The records below must be reproduced in full and without error.

Items from a dataset:
# # # # #
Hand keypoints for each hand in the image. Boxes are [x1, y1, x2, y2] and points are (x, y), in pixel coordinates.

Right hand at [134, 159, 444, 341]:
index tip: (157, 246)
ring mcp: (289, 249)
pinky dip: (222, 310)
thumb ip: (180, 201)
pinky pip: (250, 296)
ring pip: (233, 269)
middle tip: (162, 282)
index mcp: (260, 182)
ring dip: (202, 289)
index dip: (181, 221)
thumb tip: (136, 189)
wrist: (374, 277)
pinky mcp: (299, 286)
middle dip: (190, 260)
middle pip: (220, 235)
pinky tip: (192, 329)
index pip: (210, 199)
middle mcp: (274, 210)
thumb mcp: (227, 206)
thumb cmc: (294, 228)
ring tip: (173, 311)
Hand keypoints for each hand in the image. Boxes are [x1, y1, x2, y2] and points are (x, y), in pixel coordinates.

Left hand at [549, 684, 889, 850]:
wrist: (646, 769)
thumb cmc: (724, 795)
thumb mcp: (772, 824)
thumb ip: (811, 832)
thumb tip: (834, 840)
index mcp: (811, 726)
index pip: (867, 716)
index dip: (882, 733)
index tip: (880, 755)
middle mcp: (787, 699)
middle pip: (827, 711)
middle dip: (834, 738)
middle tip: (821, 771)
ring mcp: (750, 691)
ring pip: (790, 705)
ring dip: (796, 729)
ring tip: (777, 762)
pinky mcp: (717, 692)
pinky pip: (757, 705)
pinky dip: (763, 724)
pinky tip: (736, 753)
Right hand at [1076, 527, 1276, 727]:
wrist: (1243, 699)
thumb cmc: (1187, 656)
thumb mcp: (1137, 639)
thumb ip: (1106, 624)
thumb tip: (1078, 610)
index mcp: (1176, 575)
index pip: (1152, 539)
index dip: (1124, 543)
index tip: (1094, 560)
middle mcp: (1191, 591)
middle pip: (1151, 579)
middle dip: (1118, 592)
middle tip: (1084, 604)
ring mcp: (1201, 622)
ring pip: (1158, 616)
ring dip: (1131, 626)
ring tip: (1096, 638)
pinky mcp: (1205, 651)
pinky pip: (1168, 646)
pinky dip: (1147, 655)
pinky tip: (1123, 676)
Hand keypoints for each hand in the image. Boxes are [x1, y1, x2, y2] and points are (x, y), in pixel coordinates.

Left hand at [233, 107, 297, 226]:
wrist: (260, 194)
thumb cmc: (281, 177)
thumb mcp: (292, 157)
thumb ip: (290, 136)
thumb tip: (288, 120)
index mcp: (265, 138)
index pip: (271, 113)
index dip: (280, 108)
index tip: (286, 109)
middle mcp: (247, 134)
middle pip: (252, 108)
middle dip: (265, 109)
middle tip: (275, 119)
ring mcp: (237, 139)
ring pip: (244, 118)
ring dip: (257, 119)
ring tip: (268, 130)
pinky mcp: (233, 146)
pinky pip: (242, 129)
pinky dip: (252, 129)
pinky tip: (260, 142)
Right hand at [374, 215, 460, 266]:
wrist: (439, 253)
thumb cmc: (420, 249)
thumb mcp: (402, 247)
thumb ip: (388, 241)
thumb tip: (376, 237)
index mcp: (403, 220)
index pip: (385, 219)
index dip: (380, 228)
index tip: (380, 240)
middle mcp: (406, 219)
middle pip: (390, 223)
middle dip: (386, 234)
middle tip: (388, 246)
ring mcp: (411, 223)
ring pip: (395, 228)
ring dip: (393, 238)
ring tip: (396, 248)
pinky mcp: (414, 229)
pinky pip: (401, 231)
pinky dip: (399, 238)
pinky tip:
# # # # #
» **RESPONSE AREA**:
Hand keypoints for each hand in the image. Boxes are [x1, y1, x2, y2] and points are (x, y), in pixel coordinates.

Right hand at [134, 159, 444, 341]:
index tip: (157, 246)
ring mcp: (289, 249)
pinky dip: (222, 310)
thumb ip: (180, 201)
pinky pip: (250, 296)
ring pip: (233, 269)
middle tip: (162, 282)
index mcp: (260, 182)
ring dip: (202, 289)
index dip: (181, 221)
thumb tip: (136, 189)
wrist: (374, 277)
pinky mcp: (299, 286)
middle dip: (190, 260)
middle pip: (220, 235)
pinky tip: (192, 329)
index pip: (210, 199)
middle mcp: (274, 210)
thumb mcp: (227, 206)
thumb cmc: (294, 228)
ring tip: (173, 311)
Hand keypoints for each hand in the image. Boxes are [x1, y1, x2, y2] and points are (x, y), in pixel coordinates.

Left hand at [549, 684, 889, 850]:
wrist: (646, 769)
thumb cmc: (724, 795)
thumb mcp: (772, 824)
thumb ip: (811, 832)
thumb tip: (834, 840)
index mcp: (811, 726)
index pip: (867, 716)
index dip: (882, 733)
index tip: (880, 755)
middle mcp: (787, 699)
middle pip: (827, 711)
middle dip: (834, 738)
middle tip: (821, 771)
ring mcp: (750, 691)
ring pip: (790, 705)
ring dip: (796, 729)
ring tip: (777, 762)
pinky mcp: (717, 692)
pinky pip: (757, 705)
pinky dip: (763, 724)
pinky tip: (736, 753)
Right hand at [1076, 527, 1276, 727]:
wrist: (1243, 699)
thumb cmc: (1187, 656)
thumb mcp: (1137, 639)
thumb ip: (1106, 624)
thumb tip: (1078, 610)
index mcp: (1176, 575)
index pip: (1152, 539)
index dip: (1124, 543)
index tip: (1094, 560)
middle mcp: (1191, 591)
middle pip: (1151, 579)
middle dip: (1118, 592)
middle tip: (1084, 604)
ring mcp: (1201, 622)
ring pip: (1158, 616)
ring dip: (1131, 626)
ring tip: (1096, 638)
pinky mcp: (1205, 651)
pinky pip: (1168, 646)
pinky dip: (1147, 655)
pinky tip: (1123, 676)
Hand keypoints for each hand in the image. Boxes are [x1, y1, x2, y2] and points are (x, y), in pixel coordinates.

Left hand at [233, 107, 297, 226]:
wrist: (260, 194)
thumb cmc: (281, 177)
thumb mcp: (292, 157)
thumb ip: (290, 136)
thumb tip: (288, 120)
index mcp: (265, 138)
index pip: (271, 113)
index dip: (280, 108)
index tip: (286, 109)
middle mcp: (247, 134)
middle pip: (252, 108)
middle dip: (265, 109)
middle tip: (275, 119)
ring mcp: (237, 139)
ring pip: (244, 118)
ring dip: (257, 119)
ring tip: (268, 130)
pinky mcp: (233, 146)
pinky pip: (242, 129)
pinky dip: (252, 129)
pinky tip: (260, 142)
Right hand at [374, 215, 460, 266]:
wrist: (439, 253)
thumb cmc: (420, 249)
thumb mcp: (402, 247)
thumb ip: (388, 241)
thumb tip: (376, 237)
index mcp: (403, 220)
index pip: (385, 219)
index dip: (380, 228)
index tip: (380, 240)
middle mcp: (406, 219)
middle pip: (390, 223)
middle dip: (386, 234)
middle tip: (388, 246)
ring mcp: (411, 223)
ring pip: (395, 228)
ring dip: (393, 238)
ring tip: (396, 248)
pinky mcp: (414, 229)
pinky pip: (401, 231)
pinky dip: (399, 238)
pinky tip:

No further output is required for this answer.